Etats des lieux
Larissa Fassler au Musée d’Orsay
17 décembre 2025 - 22 mars 2026
Lorsque la gare et l’Hôtel d’Orsay ont été transformés en musée en 1986, le bâtiment avait été conçu pour accueillir 1,5 million de visiteurs par an. Aujourd’hui, plus de quatre millions de personnes le visitent chaque année. Afin d’améliorer l’expérience des visiteurs et de répondre à cette fréquentation croissante, le musée a entrepris d’importants travaux de rénovation. Alors que cette transformation architecturale s’amorce, le Musée d’Orsay a invité l’artiste Larissa Fassler à observer et à réagir à ce processus.
Fassler, dont la pratique consiste à cartographier empiriquement l’espace public, a passé trois mois en 2023 à mener des recherches sur place au musée. Pendant cette période, le Musée d’Orsay est devenu à la fois son atelier et son sujet. Elle s’y est rendue quotidiennement et a utilisé son propre corps comme outil pour mesurer et cartographier son architecture, parcourant les pourtours de l’entrée, de la nef, des galeries, des escaliers, des couloirs et des ascenseurs. Chaque espace est devenu une trace dessinée à la main de la manière dont les visiteurs circulent, de la façon dont les corps sont orientés et des endroits où ils sont amenés à attendre.

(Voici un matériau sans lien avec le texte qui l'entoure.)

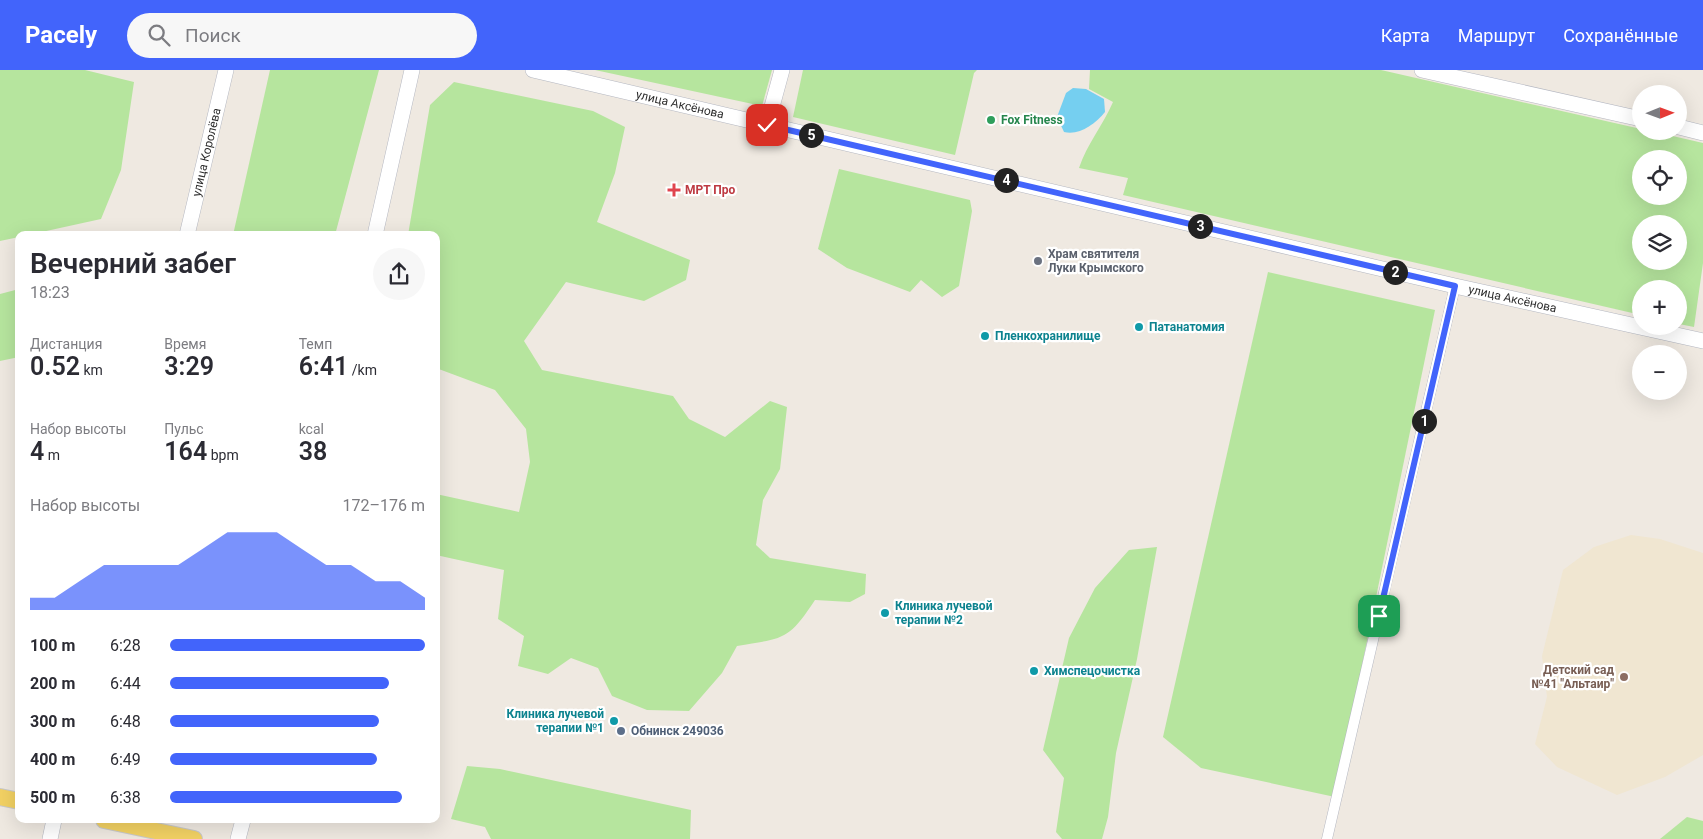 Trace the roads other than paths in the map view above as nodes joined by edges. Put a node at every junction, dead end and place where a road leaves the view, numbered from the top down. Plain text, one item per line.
1 (226, 70) edge
2 (412, 70) edge
3 (533, 70) edge
4 (782, 70) edge
5 (1422, 70) edge
6 (1632, 117) edge
7 (767, 125) junction
8 (1688, 129) edge
9 (1703, 133) edge
10 (188, 231) edge
11 (376, 231) edge
12 (1455, 286) junction
13 (1703, 341) edge
14 (0, 797) edge
15 (15, 800) edge
16 (53, 823) edge
17 (118, 823) edge
18 (242, 823) edge
19 (50, 839) edge
20 (194, 839) edge
21 (238, 839) edge
22 (1327, 839) edge

1 - 10 main road, улица Королёва
2 - 11 main road
3 - 7 main road, улица Аксёнова
4 - 7 main road
5 - 6 main road
7 - 12 main road, улица Аксёнова
8 - 9 main road
12 - 13 main road, улица Аксёнова
12 - 22 street
14 - 15 main road
16 - 19 main road
17 - 20 main road
18 - 21 main road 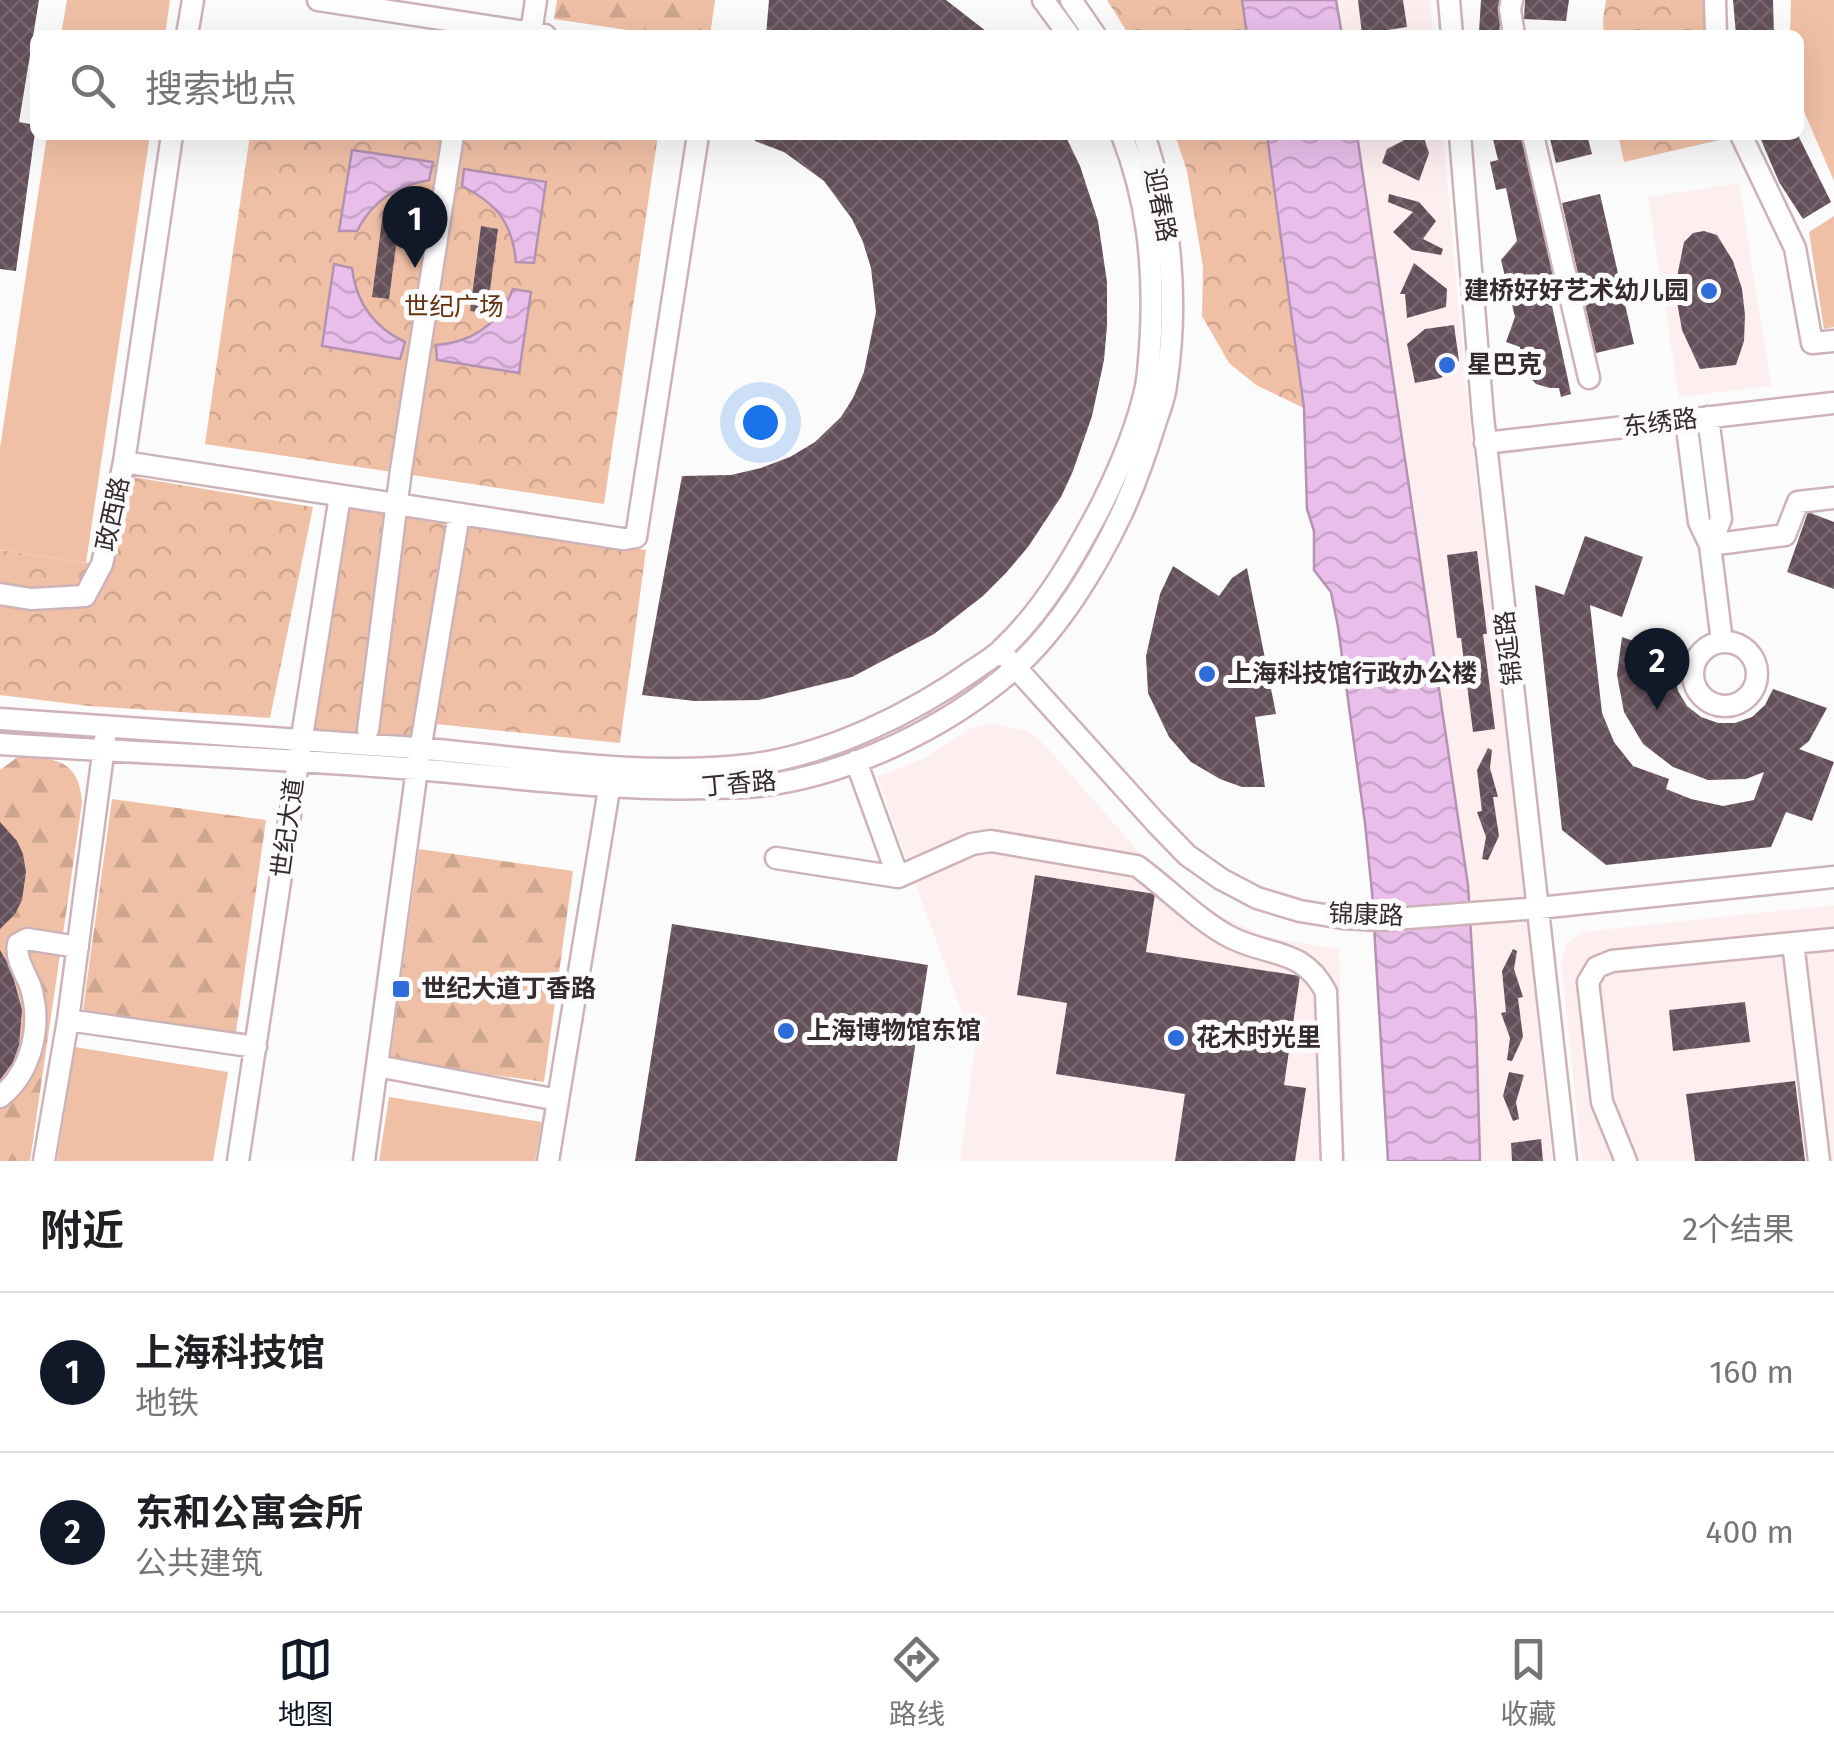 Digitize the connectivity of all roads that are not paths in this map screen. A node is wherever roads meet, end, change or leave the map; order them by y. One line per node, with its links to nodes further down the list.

À travers ces dessins, elle a tracé le mouvement des visiteurs. Un point bleu marque une pause. Une ligne brisée suit un parcours. Lorsque la tension traverse l’espace, la ligne devient rouge. Lorsqu’un corps est bloqué, frustré, déplacé ou poussé hors de son rythme, cela est noté. En parallèle, elle a relevé des fragments de conversations entendues, des gestes, des vêtements, des signes d’inconfort, de l’immobilité, ainsi que l’autorité discrète de la signalisation et des flèches du musée.
Sous-jacente à ce travail se trouve la fascination du XIXe siècle pour le corps féminin, non seulement comme sujet mais aussi comme surface, lieu, ornement et spectacle. Fassler porte une attention particulière aux économies du regard : le regard collectif de la foule, le regard autoritaire du peintre, le regard consommateur de l’utilisateur d’Instagram, et le regard souvent réduit au silence de la personne représentée.
Dans la nef centrale, une confrontation silencieuse se dessine. D’un côté, l’Académisme : des corps idéalisés, mythifiés, perfectionnés, arrangés pour le plaisir dans des tonalités chaleureuses de complaisance et de passivité érotique. De l’autre, le Réalisme : politique, résistant, brut, la palette virant vers des ombres livides.
Un visage ne détourne pas le regard. Elle soutient le nôtre. Elle refuse de disparaître.